- Work to complete
Going through the entries below, copy out each line that contains "Yeni".

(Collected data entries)
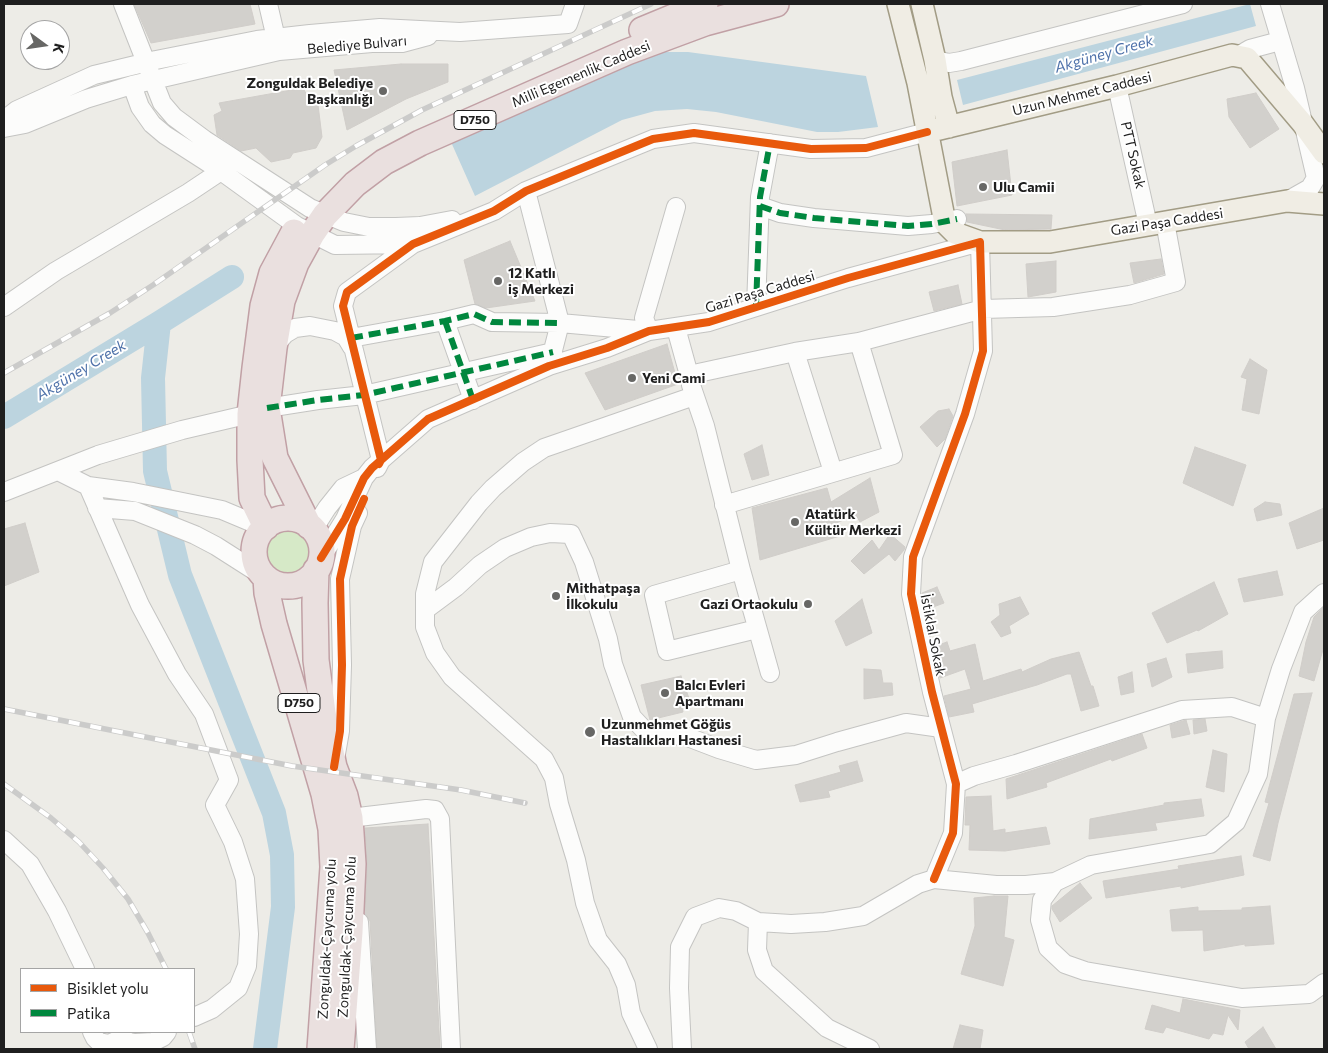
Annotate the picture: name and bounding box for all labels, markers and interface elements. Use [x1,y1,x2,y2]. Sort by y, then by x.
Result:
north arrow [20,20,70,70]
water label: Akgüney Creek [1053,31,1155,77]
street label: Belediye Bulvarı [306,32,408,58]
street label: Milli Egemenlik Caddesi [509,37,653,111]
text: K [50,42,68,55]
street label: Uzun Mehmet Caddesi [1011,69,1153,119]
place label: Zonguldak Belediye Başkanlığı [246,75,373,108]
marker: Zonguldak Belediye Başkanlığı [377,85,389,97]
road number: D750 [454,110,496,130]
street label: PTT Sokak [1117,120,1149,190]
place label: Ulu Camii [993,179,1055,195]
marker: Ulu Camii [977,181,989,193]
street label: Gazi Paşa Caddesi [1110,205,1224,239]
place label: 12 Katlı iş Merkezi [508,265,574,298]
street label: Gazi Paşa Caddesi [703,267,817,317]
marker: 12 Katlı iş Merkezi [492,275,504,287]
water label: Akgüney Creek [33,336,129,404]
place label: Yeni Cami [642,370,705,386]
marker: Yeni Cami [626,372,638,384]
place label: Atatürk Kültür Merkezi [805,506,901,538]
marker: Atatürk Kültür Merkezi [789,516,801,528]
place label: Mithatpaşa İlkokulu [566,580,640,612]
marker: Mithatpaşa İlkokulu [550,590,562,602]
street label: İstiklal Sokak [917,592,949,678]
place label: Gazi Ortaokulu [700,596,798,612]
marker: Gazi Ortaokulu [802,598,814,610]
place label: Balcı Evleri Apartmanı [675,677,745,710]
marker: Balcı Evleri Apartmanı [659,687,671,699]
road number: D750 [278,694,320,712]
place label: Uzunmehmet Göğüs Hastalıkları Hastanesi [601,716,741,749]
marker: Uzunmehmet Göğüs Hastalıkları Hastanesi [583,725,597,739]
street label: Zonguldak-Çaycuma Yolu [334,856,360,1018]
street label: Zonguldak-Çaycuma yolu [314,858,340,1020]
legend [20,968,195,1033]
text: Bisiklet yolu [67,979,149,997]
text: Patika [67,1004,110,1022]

...

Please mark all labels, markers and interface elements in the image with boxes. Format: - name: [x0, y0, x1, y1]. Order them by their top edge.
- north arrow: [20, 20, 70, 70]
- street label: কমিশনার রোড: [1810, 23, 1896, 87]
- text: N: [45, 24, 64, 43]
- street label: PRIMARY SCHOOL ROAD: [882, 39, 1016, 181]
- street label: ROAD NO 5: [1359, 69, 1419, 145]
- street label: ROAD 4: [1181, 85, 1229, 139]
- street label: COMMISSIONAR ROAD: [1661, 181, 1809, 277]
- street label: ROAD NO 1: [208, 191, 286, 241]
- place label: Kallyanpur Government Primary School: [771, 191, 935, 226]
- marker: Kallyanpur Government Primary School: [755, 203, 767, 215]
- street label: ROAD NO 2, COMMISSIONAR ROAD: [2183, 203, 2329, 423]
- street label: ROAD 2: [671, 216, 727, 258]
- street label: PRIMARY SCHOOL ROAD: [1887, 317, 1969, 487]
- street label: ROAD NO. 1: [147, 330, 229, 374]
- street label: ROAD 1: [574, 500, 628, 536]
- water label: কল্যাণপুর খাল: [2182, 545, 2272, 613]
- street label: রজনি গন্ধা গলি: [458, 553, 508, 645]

- Solution to this problem
place label: Yeni Cami [642,370,705,386]
marker: Yeni Cami [626,372,638,384]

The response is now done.